### Aim of the exercise
Print every line of the data word for word.

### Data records

══════════

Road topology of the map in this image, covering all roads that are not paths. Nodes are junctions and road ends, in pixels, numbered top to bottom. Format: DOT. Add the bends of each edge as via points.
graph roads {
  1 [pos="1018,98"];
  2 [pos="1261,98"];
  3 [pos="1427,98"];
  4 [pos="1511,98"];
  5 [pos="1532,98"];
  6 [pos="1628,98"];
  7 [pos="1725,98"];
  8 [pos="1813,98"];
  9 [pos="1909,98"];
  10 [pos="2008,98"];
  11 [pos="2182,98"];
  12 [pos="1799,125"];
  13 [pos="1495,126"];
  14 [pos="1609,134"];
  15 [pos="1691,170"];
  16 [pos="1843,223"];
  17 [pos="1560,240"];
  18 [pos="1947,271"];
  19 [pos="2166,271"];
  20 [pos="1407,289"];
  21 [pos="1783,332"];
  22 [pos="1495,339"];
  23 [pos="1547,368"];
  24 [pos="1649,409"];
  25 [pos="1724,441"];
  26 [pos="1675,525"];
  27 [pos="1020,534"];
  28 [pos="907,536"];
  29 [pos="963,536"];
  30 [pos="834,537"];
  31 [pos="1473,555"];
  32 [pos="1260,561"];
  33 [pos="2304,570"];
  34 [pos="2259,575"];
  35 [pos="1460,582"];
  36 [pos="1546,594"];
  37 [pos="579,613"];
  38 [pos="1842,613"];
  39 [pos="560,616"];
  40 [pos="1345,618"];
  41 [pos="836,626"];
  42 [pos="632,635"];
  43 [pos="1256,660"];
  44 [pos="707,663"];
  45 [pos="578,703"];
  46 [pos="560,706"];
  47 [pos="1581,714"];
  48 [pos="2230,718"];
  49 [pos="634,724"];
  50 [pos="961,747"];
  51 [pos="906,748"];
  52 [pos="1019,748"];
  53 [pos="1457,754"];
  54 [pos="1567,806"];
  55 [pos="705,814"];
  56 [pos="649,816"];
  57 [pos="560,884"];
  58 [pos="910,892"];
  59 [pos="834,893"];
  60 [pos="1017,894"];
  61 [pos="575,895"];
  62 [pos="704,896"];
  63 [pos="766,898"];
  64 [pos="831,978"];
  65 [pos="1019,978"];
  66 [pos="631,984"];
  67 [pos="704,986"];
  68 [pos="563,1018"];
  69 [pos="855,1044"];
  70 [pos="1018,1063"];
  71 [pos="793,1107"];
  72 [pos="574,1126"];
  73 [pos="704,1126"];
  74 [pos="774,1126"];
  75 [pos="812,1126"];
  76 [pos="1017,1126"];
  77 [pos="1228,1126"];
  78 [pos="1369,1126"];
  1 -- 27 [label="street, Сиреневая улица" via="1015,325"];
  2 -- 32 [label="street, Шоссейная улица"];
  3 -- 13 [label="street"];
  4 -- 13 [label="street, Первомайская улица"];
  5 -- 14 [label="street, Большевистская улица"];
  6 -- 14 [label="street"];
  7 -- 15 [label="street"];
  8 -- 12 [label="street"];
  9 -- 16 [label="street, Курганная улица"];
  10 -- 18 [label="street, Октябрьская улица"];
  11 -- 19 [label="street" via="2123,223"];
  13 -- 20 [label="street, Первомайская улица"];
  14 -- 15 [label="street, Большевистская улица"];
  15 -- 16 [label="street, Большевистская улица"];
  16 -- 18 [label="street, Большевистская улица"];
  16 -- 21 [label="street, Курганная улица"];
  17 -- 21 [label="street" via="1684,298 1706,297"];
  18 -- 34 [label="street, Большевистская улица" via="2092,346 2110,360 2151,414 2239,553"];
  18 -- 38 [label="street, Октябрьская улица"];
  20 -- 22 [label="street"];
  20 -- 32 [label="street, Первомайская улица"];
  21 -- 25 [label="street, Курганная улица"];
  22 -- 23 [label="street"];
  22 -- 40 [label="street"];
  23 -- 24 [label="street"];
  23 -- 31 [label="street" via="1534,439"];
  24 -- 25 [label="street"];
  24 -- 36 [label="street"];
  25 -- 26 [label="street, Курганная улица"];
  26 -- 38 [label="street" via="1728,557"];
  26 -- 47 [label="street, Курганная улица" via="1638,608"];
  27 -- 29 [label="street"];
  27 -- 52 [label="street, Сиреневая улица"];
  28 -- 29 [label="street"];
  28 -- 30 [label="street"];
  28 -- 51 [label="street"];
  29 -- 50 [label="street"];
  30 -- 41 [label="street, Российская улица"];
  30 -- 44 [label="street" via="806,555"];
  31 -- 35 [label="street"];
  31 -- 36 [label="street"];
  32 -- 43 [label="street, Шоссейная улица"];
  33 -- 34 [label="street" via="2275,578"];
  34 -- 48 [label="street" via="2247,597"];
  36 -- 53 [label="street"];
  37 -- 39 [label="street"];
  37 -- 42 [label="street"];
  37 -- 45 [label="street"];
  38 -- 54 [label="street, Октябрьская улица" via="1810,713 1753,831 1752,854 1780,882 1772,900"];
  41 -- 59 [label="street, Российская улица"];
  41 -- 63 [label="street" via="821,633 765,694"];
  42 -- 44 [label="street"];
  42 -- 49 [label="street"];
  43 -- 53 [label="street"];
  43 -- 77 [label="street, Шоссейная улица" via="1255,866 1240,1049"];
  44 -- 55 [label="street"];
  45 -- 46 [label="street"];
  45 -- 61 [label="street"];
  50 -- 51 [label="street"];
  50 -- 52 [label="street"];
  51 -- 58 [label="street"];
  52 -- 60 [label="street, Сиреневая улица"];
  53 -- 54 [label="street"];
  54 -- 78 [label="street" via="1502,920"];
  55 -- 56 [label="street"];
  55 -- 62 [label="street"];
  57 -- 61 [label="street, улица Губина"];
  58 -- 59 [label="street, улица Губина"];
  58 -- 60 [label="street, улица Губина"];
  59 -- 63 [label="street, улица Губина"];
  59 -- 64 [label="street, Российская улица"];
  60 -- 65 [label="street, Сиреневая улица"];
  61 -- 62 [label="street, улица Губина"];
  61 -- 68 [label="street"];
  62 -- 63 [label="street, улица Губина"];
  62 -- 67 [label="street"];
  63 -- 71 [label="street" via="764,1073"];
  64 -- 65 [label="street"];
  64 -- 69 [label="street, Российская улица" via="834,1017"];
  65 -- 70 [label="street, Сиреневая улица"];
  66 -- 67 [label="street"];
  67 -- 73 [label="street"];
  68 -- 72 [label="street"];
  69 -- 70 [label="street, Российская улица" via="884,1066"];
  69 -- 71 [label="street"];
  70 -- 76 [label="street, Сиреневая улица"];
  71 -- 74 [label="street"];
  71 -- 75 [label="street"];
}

══════════

### Response to this task
Road topology of the map in this image, covering all roads that are not paths. Nodes are junctions and road ends, in pixels, numbered top to bottom. Format: DOT. Add the bends of each edge as via points.
graph roads {
  1 [pos="1018,98"];
  2 [pos="1261,98"];
  3 [pos="1427,98"];
  4 [pos="1511,98"];
  5 [pos="1532,98"];
  6 [pos="1628,98"];
  7 [pos="1725,98"];
  8 [pos="1813,98"];
  9 [pos="1909,98"];
  10 [pos="2008,98"];
  11 [pos="2182,98"];
  12 [pos="1799,125"];
  13 [pos="1495,126"];
  14 [pos="1609,134"];
  15 [pos="1691,170"];
  16 [pos="1843,223"];
  17 [pos="1560,240"];
  18 [pos="1947,271"];
  19 [pos="2166,271"];
  20 [pos="1407,289"];
  21 [pos="1783,332"];
  22 [pos="1495,339"];
  23 [pos="1547,368"];
  24 [pos="1649,409"];
  25 [pos="1724,441"];
  26 [pos="1675,525"];
  27 [pos="1020,534"];
  28 [pos="907,536"];
  29 [pos="963,536"];
  30 [pos="834,537"];
  31 [pos="1473,555"];
  32 [pos="1260,561"];
  33 [pos="2304,570"];
  34 [pos="2259,575"];
  35 [pos="1460,582"];
  36 [pos="1546,594"];
  37 [pos="579,613"];
  38 [pos="1842,613"];
  39 [pos="560,616"];
  40 [pos="1345,618"];
  41 [pos="836,626"];
  42 [pos="632,635"];
  43 [pos="1256,660"];
  44 [pos="707,663"];
  45 [pos="578,703"];
  46 [pos="560,706"];
  47 [pos="1581,714"];
  48 [pos="2230,718"];
  49 [pos="634,724"];
  50 [pos="961,747"];
  51 [pos="906,748"];
  52 [pos="1019,748"];
  53 [pos="1457,754"];
  54 [pos="1567,806"];
  55 [pos="705,814"];
  56 [pos="649,816"];
  57 [pos="560,884"];
  58 [pos="910,892"];
  59 [pos="834,893"];
  60 [pos="1017,894"];
  61 [pos="575,895"];
  62 [pos="704,896"];
  63 [pos="766,898"];
  64 [pos="831,978"];
  65 [pos="1019,978"];
  66 [pos="631,984"];
  67 [pos="704,986"];
  68 [pos="563,1018"];
  69 [pos="855,1044"];
  70 [pos="1018,1063"];
  71 [pos="793,1107"];
  72 [pos="574,1126"];
  73 [pos="704,1126"];
  74 [pos="774,1126"];
  75 [pos="812,1126"];
  76 [pos="1017,1126"];
  77 [pos="1228,1126"];
  78 [pos="1369,1126"];
  1 -- 27 [label="street, Сиреневая улица" via="1015,325"];
  2 -- 32 [label="street, Шоссейная улица"];
  3 -- 13 [label="street"];
  4 -- 13 [label="street, Первомайская улица"];
  5 -- 14 [label="street, Большевистская улица"];
  6 -- 14 [label="street"];
  7 -- 15 [label="street"];
  8 -- 12 [label="street"];
  9 -- 16 [label="street, Курганная улица"];
  10 -- 18 [label="street, Октябрьская улица"];
  11 -- 19 [label="street" via="2123,223"];
  13 -- 20 [label="street, Первомайская улица"];
  14 -- 15 [label="street, Большевистская улица"];
  15 -- 16 [label="street, Большевистская улица"];
  16 -- 18 [label="street, Большевистская улица"];
  16 -- 21 [label="street, Курганная улица"];
  17 -- 21 [label="street" via="1684,298 1706,297"];
  18 -- 34 [label="street, Большевистская улица" via="2092,346 2110,360 2151,414 2239,553"];
  18 -- 38 [label="street, Октябрьская улица"];
  20 -- 22 [label="street"];
  20 -- 32 [label="street, Первомайская улица"];
  21 -- 25 [label="street, Курганная улица"];
  22 -- 23 [label="street"];
  22 -- 40 [label="street"];
  23 -- 24 [label="street"];
  23 -- 31 [label="street" via="1534,439"];
  24 -- 25 [label="street"];
  24 -- 36 [label="street"];
  25 -- 26 [label="street, Курганная улица"];
  26 -- 38 [label="street" via="1728,557"];
  26 -- 47 [label="street, Курганная улица" via="1638,608"];
  27 -- 29 [label="street"];
  27 -- 52 [label="street, Сиреневая улица"];
  28 -- 29 [label="street"];
  28 -- 30 [label="street"];
  28 -- 51 [label="street"];
  29 -- 50 [label="street"];
  30 -- 41 [label="street, Российская улица"];
  30 -- 44 [label="street" via="806,555"];
  31 -- 35 [label="street"];
  31 -- 36 [label="street"];
  32 -- 43 [label="street, Шоссейная улица"];
  33 -- 34 [label="street" via="2275,578"];
  34 -- 48 [label="street" via="2247,597"];
  36 -- 53 [label="street"];
  37 -- 39 [label="street"];
  37 -- 42 [label="street"];
  37 -- 45 [label="street"];
  38 -- 54 [label="street, Октябрьская улица" via="1810,713 1753,831 1752,854 1780,882 1772,900"];
  41 -- 59 [label="street, Российская улица"];
  41 -- 63 [label="street" via="821,633 765,694"];
  42 -- 44 [label="street"];
  42 -- 49 [label="street"];
  43 -- 53 [label="street"];
  43 -- 77 [label="street, Шоссейная улица" via="1255,866 1240,1049"];
  44 -- 55 [label="street"];
  45 -- 46 [label="street"];
  45 -- 61 [label="street"];
  50 -- 51 [label="street"];
  50 -- 52 [label="street"];
  51 -- 58 [label="street"];
  52 -- 60 [label="street, Сиреневая улица"];
  53 -- 54 [label="street"];
  54 -- 78 [label="street" via="1502,920"];
  55 -- 56 [label="street"];
  55 -- 62 [label="street"];
  57 -- 61 [label="street, улица Губина"];
  58 -- 59 [label="street, улица Губина"];
  58 -- 60 [label="street, улица Губина"];
  59 -- 63 [label="street, улица Губина"];
  59 -- 64 [label="street, Российская улица"];
  60 -- 65 [label="street, Сиреневая улица"];
  61 -- 62 [label="street, улица Губина"];
  61 -- 68 [label="street"];
  62 -- 63 [label="street, улица Губина"];
  62 -- 67 [label="street"];
  63 -- 71 [label="street" via="764,1073"];
  64 -- 65 [label="street"];
  64 -- 69 [label="street, Российская улица" via="834,1017"];
  65 -- 70 [label="street, Сиреневая улица"];
  66 -- 67 [label="street"];
  67 -- 73 [label="street"];
  68 -- 72 [label="street"];
  69 -- 70 [label="street, Российская улица" via="884,1066"];
  69 -- 71 [label="street"];
  70 -- 76 [label="street, Сиреневая улица"];
  71 -- 74 [label="street"];
  71 -- 75 [label="street"];
}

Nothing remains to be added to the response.